**** EXCERPTED DATA ****
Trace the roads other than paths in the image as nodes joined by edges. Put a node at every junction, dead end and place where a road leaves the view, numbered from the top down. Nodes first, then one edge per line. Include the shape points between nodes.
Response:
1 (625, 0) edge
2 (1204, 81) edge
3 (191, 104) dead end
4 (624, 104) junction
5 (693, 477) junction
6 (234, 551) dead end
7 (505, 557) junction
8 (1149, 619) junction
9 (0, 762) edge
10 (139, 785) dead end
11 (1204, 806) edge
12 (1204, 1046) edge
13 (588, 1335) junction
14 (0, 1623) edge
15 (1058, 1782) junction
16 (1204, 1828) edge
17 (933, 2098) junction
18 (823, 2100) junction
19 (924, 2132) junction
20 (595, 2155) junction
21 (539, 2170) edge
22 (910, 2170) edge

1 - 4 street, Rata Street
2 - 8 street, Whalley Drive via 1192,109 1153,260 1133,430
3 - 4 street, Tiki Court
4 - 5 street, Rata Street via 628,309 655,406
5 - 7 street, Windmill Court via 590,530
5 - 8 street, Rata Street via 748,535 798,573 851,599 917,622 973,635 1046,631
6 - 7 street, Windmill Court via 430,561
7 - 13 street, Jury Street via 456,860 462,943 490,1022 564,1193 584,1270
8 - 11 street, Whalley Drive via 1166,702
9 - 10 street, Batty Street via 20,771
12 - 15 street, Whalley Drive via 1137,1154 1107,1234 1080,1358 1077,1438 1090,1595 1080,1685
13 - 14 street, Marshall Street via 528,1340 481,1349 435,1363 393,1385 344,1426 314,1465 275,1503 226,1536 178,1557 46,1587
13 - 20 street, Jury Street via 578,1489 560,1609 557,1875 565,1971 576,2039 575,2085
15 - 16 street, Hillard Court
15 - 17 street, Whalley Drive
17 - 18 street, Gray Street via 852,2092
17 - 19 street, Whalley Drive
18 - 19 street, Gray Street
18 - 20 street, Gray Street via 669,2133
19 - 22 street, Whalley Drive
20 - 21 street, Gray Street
****
**DESCRIPTION OF THE TASK:**
Across the records above, how many lines contain the word "Gray"? Give the number by itself.

**SOLUTION FOR THIS TASK:**
4